We came to a new spot in the green sea to sweep. It was fairly rough, and the little vessel bumped and jumped. And this is the work that goes on from daybreak to dusk seven days a week. If a trawler strikes a mine she usually counts on saying good-bye to herself and 80 per cent. of her crew, and the other type of mine-sweeper is lucky if she gets off with a loss of less than 40 per cent.

Back and forth in a monotonous sea we steamed, and you had an idea how dull this work can be sometimes; also that when it comes to sweeping you saw that the North Sea is a big place.

"It's become a science," observed the skipper. "Fritz has a hard time many a night 'laying his eggs,' and the many ways we have of bringing them to the surface has baffled him a good deal."

A torpedo-boat destroyer hove within signalling distance. The commander was handed a message by a sailor. The alert skipper read it, and said:—

"Tell 'em 'yes.'... Just want to know if we had swept around there."

Still the smoke-coloured little vessels kept up the job of plying back and forth in the waters. Men were busy at the stern of the ships watching the wooden kites that are made so as to catch the mines by the hawser that is slung between the two steamers. The slightest sign of a ball-like piece of steel in the sea and the dullness of sweeping is relieved, for then the skipper knows that he has unhooked one of the mines. Along came a submarine, flying the white ensign of the Royal Navy. The mine-sweepers realise that these men have no arm-chair job, and admire the commander and crew of the under-water boats accordingly. A sailor semaphored with his arms, and the commander of the mine-sweeper sent a message back, and the submarine passed slowly on her way.

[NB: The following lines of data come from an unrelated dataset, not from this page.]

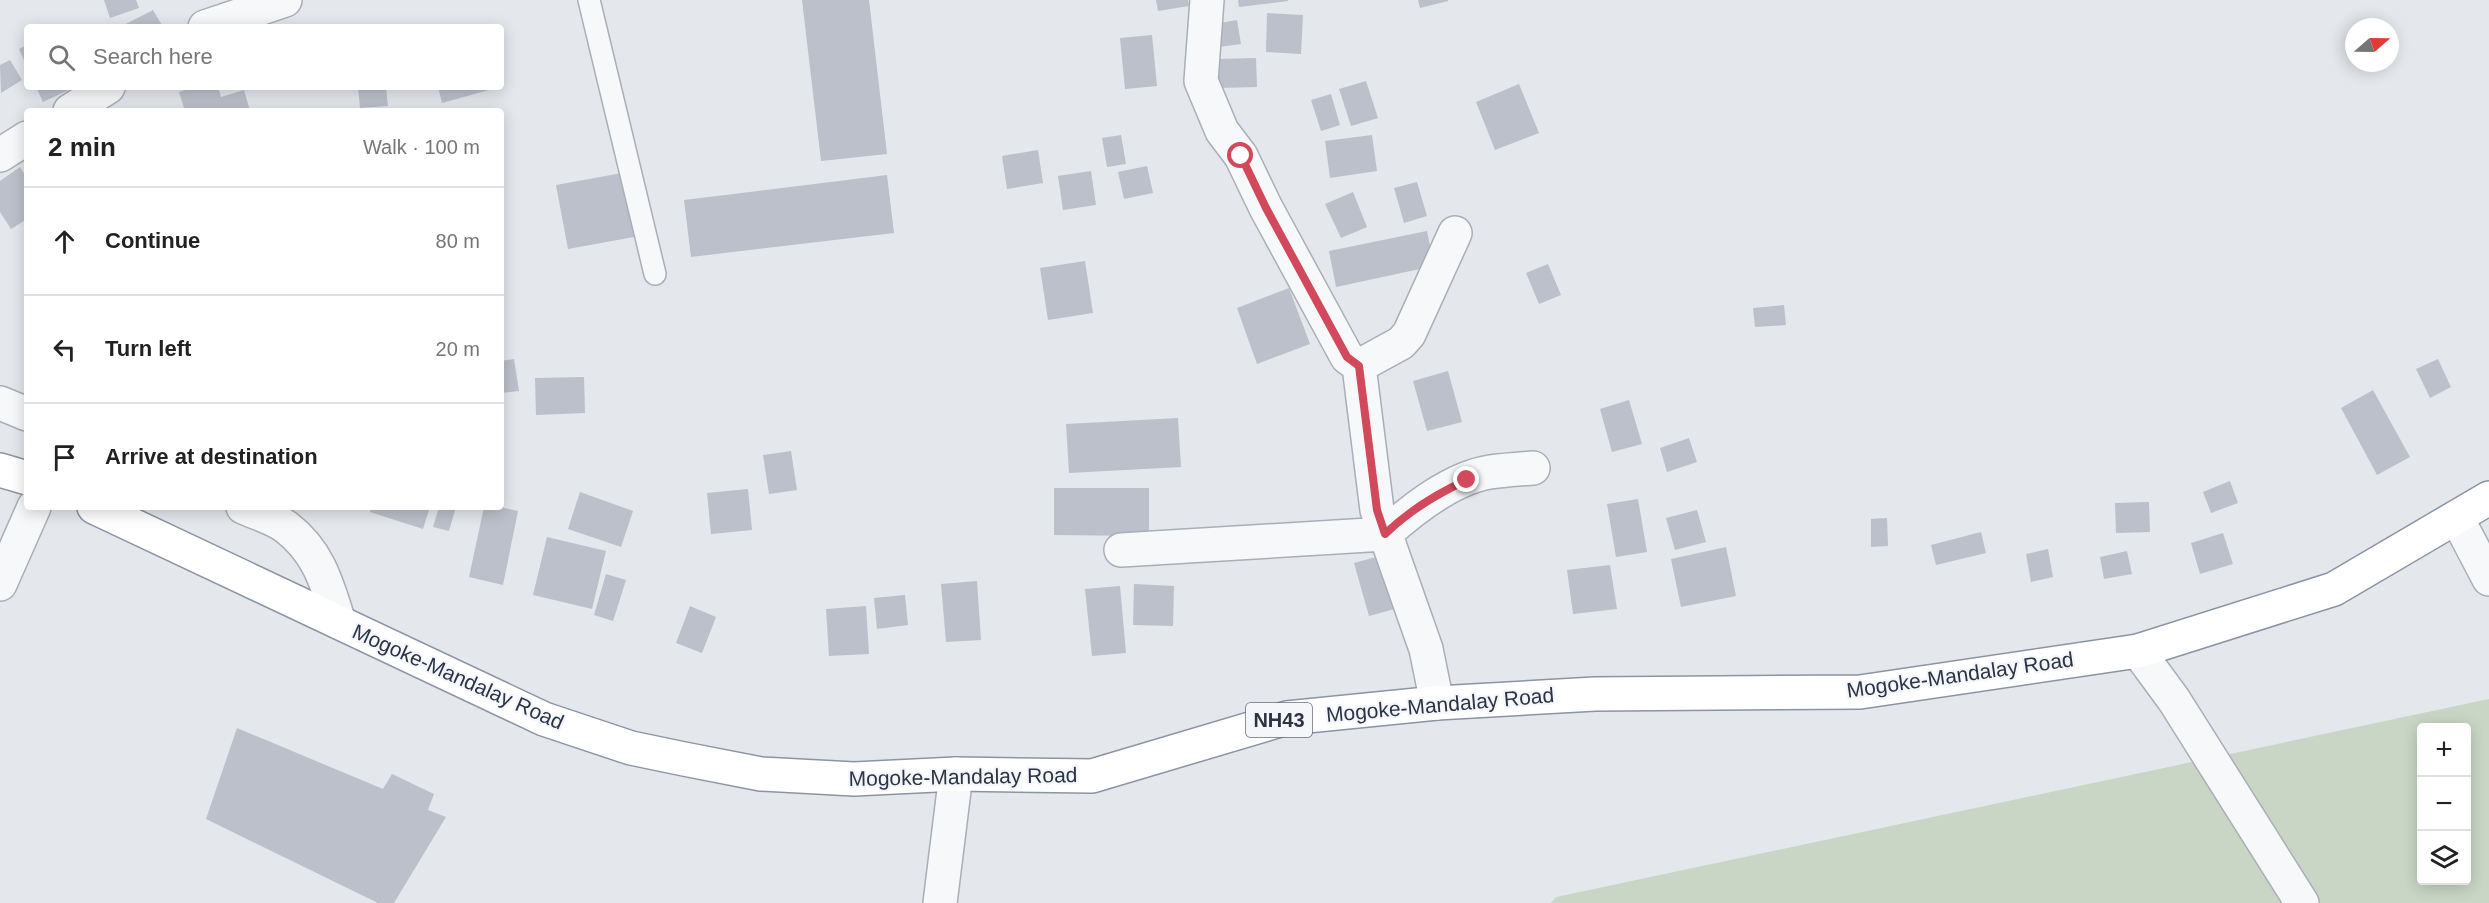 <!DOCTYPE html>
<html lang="en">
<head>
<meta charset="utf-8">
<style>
	:root { --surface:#fff; --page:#f6f6f6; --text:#222; --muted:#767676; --line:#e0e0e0 }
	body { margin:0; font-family:Arial,sans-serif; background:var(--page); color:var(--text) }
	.controls { position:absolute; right:18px; bottom:18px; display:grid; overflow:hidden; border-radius:6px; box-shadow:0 3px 15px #0003 }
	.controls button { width:54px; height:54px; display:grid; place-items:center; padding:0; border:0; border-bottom:2px solid var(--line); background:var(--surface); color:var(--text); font:30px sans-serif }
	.compass { position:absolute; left:2345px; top:18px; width:54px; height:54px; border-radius:50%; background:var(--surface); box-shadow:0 3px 15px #0003; rotate:70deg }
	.stop { position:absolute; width:18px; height:18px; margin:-14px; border:4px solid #d1495b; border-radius:50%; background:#fff }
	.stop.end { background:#d1495b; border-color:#fff; box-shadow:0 2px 6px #0008 }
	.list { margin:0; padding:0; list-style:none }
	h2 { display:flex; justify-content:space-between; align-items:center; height:78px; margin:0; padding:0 24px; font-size:26px }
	h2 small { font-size:20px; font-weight:400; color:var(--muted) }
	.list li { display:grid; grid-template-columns:39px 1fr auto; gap:18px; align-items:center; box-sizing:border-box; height:108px; padding:0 24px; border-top:2px solid var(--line) }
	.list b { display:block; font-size:22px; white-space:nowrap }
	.list em { font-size:20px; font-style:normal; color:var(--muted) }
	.icon { flex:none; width:33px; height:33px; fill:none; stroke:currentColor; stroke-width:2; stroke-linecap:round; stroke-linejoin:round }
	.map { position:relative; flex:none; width:2489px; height:903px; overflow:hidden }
	.search { position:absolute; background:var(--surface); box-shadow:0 3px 15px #0003; left:24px; top:24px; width:480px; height:66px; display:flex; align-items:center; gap:15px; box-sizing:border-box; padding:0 21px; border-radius:6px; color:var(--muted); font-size:22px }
	.panel { position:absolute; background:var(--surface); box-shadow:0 3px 15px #0003; left:24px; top:108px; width:480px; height:402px; border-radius:6px }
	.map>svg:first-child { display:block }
	.green { fill:#c9d6c5; fill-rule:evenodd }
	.building { fill:#bbc0ca }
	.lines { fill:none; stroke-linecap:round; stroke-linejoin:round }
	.service-casing { stroke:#a9aeb7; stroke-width:24 }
	.minor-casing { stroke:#a9aeb7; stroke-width:36 }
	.trunk-casing { stroke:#8b94a3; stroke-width:36 }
	.service { stroke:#f7f8fa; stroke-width:21 }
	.minor { stroke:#f7f8fa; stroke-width:33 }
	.trunk { stroke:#fff; stroke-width:33 }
	.route { stroke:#d1495b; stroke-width:8 }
	.labels { text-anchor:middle; stroke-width:4.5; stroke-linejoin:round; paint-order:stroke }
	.shield { fill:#f4f6f9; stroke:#676e7b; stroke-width:1.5 }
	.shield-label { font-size:20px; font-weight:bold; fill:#2b3445 }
	.street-label { font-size:21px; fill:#2b3445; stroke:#f4f6f9 }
</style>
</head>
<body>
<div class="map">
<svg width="2489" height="903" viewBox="0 0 2489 903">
	<rect width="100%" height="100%" fill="#e4e7ec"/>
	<path class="green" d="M2489,699V903H1551L1556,897ZM2422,728H2466V880H2422Z"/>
	<path class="building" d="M104,0H136L139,8L110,18Z
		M802,0H869L887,154L821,161Z
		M1156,0H1188L1189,6L1158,11Z
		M1238,0H1288V1L1239,7Z
		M1418,0H1448V1L1420,8Z
		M153,10L163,27H120Z
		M1267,13L1303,15L1301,54L1266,52Z
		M1237,20L1241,44L1218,47L1214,24Z
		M1152,35L1157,86L1125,89L1120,38Z
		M27,45V67L19,49Z
		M1256,58L1257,87L1218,88V59Z
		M10,60L22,80L1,93L0,65Z
		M1366,81L1378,118L1351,126L1339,89Z
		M1519,84L1539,133L1495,150L1476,102Z
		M36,87H75L43,102Z
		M195,87H218L221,97L244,90L250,111H185L179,92Z
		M358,87H386L388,106L360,108Z
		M438,87H488L489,90L442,103Z
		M1331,94L1340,125L1321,131L1311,100Z
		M1121,135L1126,164L1107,167L1102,138Z
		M1372,135L1377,171L1330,178L1325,141Z
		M1038,150L1043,183L1007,189L1002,156Z
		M1147,166L1153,193L1124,199L1118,172Z
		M20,167L27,178V219L11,229L0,212V181Z
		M1091,171L1096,205L1063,210L1058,176Z
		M622,173L634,237L568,249L556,185Z
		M887,175L894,233L691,257L684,200Z
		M1417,182L1427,216L1404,223L1394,188Z
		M1353,192L1367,227L1341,238L1325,204Z
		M1427,231L1434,266L1336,287L1329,251Z
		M1085,261L1093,313L1048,320L1040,268Z
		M1548,264L1561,295L1539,304L1526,273Z
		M1289,288L1310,344L1257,364L1237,308Z
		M1784,305L1786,325L1755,327L1753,308Z
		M514,359L519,391L501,393V361Z
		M2438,359L2451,387L2430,398L2416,369Z
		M1448,371L1462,422L1427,431L1413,381Z
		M584,377L585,413L536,415L535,378Z
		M2373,390L2410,457L2377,475L2341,408Z
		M1629,400L1642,444L1612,452L1600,409Z
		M1178,418L1181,467L1069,473L1066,424Z
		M1689,438L1697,462L1667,472L1660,448Z
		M791,451L797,490L769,494L763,455Z
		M2230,481L2238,503L2211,513L2203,492Z
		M1054,488H1149V536L1054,535Z
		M748,489L752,530L711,534L707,493Z
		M580,492L633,511L621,547L568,529Z
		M1638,499L1647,552L1616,557L1607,504Z
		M2149,502L2150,532L2116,533L2115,503Z
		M371,507H430L423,529L370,512Z
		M439,507H456L449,531L433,527Z
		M484,507H500L518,511L503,585L469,577Z
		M1697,510L1706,542L1675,550L1666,518Z
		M1887,518L1888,546L1871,547V519Z
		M1981,532L1986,553L1936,565L1931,545Z
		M2223,533L2233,564L2200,574L2191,543Z
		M547,537L606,551L592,609L533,595Z
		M1726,547L1736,596L1681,607L1671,559Z
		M2048,549L2053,577L2031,582L2026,554Z
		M2127,551L2132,574L2104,579L2100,557Z
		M1387,554L1402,607L1369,616L1354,563Z
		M1610,565L1617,609L1573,614L1567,570Z
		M606,574L626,580L613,621L594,615Z
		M977,581L981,640L946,642L941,584Z
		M1134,584L1174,586L1173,626L1133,625Z
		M1120,586L1126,653L1092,656L1085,589Z
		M905,595L908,625L877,629L874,598Z
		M690,606L716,617L702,653L676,643Z
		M866,606L869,654L829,656L826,609Z
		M237,728L383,789L392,774L434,794L428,810L446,817L394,903H378L206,819Z"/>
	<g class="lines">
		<g class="service-casing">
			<path id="service" d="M589,0L655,274"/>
		</g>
		<g class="minor-casing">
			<path id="minor" d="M1207,0L1201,81L1222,131L1241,156L1266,208L1347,357L1359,366L1377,510L1426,649L1437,703
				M205,27L285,0
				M70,111L108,87
				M0,155L27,138
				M1359,366L1401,343L1409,334L1455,233
				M0,403L27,414
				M243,507C256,513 274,518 286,527C319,552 327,584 339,622
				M2457,518L2489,579
				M1121,550L1385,534C1413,509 1452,478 1490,472C1504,470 1519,469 1533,468
				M0,584L34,507
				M2138,651L2174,700L2302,903
				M940,903L956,774"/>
		</g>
		<g class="trunk-casing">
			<path id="trunk" d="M0,470L27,478
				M94,507L544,719L631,748L684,759L761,774L854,779L956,774L1092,776L1287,718L1437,703L1595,694L1860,692L2138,651L2334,589L2489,498"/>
		</g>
		<use href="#service" class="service"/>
		<use href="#minor" class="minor"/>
		<use href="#trunk" class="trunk"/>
	</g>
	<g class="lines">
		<path class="route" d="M1241,156L1266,208L1347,357L1359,366L1377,510L1385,534C1410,510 1436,494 1467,480"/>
	</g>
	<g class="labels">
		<rect class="shield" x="1246" y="703" width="66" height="34" rx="4.5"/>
		<g class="shield-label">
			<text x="1279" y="727">NH43</text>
		</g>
		<g class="street-label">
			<text transform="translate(1960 675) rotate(-8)" y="7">Mogoke-Mandalay Road</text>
			<text transform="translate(458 677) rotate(24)" y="7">Mogoke-Mandalay Road</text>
			<text transform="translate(1440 705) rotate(-5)" y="7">Mogoke-Mandalay Road</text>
			<text transform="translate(963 777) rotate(-1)" y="7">Mogoke-Mandalay Road</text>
		</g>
	</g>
</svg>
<div class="controls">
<button>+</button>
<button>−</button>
<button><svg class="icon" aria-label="layers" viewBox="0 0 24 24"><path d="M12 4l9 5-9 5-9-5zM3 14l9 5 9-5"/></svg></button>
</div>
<svg class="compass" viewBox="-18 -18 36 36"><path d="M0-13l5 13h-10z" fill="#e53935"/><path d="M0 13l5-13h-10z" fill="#767676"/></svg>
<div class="stop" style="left:1241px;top:156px"></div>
<div class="stop end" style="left:1467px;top:480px"></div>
<div class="search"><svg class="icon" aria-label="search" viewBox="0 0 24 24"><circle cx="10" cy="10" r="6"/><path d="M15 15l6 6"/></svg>Search here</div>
<section class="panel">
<h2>2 min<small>Walk · 100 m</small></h2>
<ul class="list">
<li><svg class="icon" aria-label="ahead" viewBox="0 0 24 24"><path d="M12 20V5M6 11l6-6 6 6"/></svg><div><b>Continue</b></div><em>80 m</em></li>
<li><svg class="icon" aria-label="left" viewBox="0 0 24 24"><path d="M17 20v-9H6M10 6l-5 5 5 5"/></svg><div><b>Turn left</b></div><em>20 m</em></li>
<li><svg class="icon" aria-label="arrive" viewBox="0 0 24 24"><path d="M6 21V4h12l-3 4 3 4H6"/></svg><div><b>Arrive at destination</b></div></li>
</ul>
</section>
</div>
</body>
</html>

"If some of those people at home and abroad at their firesides realised what the men at sea have to suffer to keep this coast free they might have a different way of talking," declared the commander, now taking to his much-burned old pipe. "Those chaps that have just come in have had a week without any sleep—or next to none—and their food has all been canned stuff. There are many persons who think the North Sea's a pond—same as they do over in America."

On we steamed in our section of the waters with never a sign of a German mine. Finally, the day came to a close, and the captain ordered the hawser to be slipped and the kite hoisted in the stern crane of his vessel, the like being done by the other sweeper.

As if glad that the day's work was over, the small craft pressed forward to the harbour, and were disappointed to find that a big tramp was taking up the room of their berths. They anchored outside, waiting for the big steamer to get away.

"Do they tell you when you can come alongside the dock?" I asked.

"No need to," said the captain with a smile. "You'll see."

We had been in the open harbour for about twenty minutes when the bows of the ugly vessel came slowly on. An instant later all the small craft were ready to speed to their respective berths in their turns, and it was not so very long before the mine-sweeper was tied to her part of the dock. The commander of the sister vessel to the one I had been aboard came over to us.

"Good ship that of yours?" I said.

"Yes," muttered the man with two rings of the Royal Naval Reserve on his sleeve. "She's all right; but I love this ship. I had her a year ago, and she's a little wonder. It would take me a long while to love another vessel."

My skipper laughed.

"Just one of those days," he said. "Come, let's go and have a spot."